Department of Infectious Disease，Peking Union Medical College Hospital, Chinese Academy of Medical Science. Beijing 100730, China

Background: The purpose of this study was to evaluate the efficacy and safety of three nevirapine-based antiretroviral treatments(ART) for antiretroviral-naïve Chinese HIV patients.

Methods：This was a prospective, multicentre, pilot study, also as the biggest ART clinical trail in China. Of the 362 subjects screened, 198 antiretroviral-naïve subjects with CD4 lymphocyte counts between 100/ul and 350/ul were randomized to start three NVP-based antiretroviral treatments: group A, NVP+AZT+ddI; group B, NVP+3TC+d4T; group C, NVP+AZT+3TC. Viral responses, immunologic responses, adverse events and drug resistence were monitored at baseline and the end of week 4, 12, 24, 36, 52.

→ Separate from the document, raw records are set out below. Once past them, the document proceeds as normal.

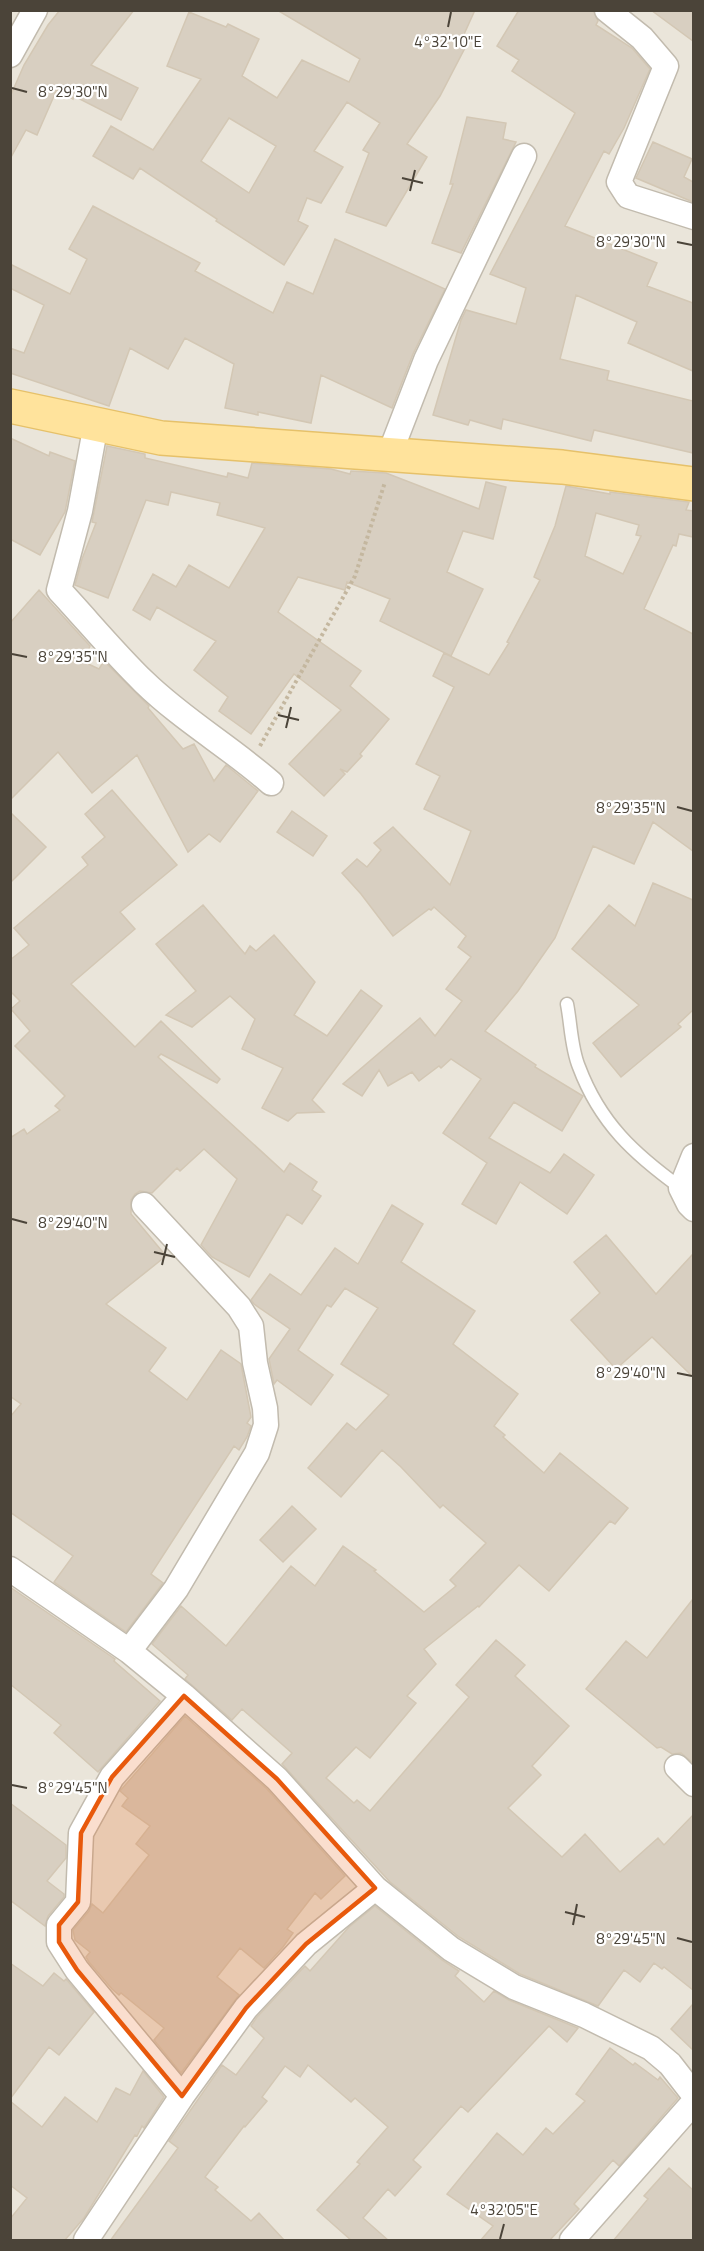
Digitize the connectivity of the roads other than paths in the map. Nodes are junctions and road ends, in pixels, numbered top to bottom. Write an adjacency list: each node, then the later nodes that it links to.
1 (35, 10): 3 (street)
2 (607, 10): 5 (street)
3 (10, 55)
4 (524, 156): 8 (street)
5 (693, 217)
6 (10, 406): 7 (main road)
7 (96, 424): 8 (main road); 10 (street)
8 (392, 453): 9 (main road)
9 (693, 484)
10 (271, 783)
11 (567, 1004): 13 (lane)
12 (693, 1156): 13 (street)
13 (681, 1188): 15 (street)
14 (144, 1205): 17 (street)
15 (693, 1209)
16 (10, 1569): 17 (street)
17 (129, 1651): 18 (street)
18 (184, 1696): 21 (street); 22 (street)
19 (676, 1767): 20 (street)
20 (693, 1784)
21 (375, 1888): 22 (street); 23 (street)
22 (182, 2096): 25 (street)
23 (693, 2096)
24 (693, 2102): 26 (street)
25 (86, 2241)
26 (572, 2241)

Results: At baseline, the plasma HIV-1 RNA was 4.44±0.68, 4.52±0.71 and 4.41±0.63 lg copies/ml in group A, B and C respectively (p=0.628). At the end of the study, suppression of plasma HIV-1 RNA to less than 50 copies/ml was achieved in more patients in group B and C than in group A (68.2%, 69% vs. 39.7%; p<0.001). There were no statistically significant differences among three groups in immunological response wthin any of the CD4 or pVL strata. 3 out of 193 patients with available genotype at baseline showed primary drug resistant. Of 26 patients with virologic failure, 17 patients showed secondary drug resistant, 16 subjects in group A and 1 subject in group B.

Conclusion: Our findings strongly support the use of 3TC+d4T and 3TC+AZT as the nucleoside analogue combination in NVP-based antiretroviral therapy. The regimen of AZT+ddI+NVP produced poor virological response,and more patients showed secondary drug resistant in this arm too.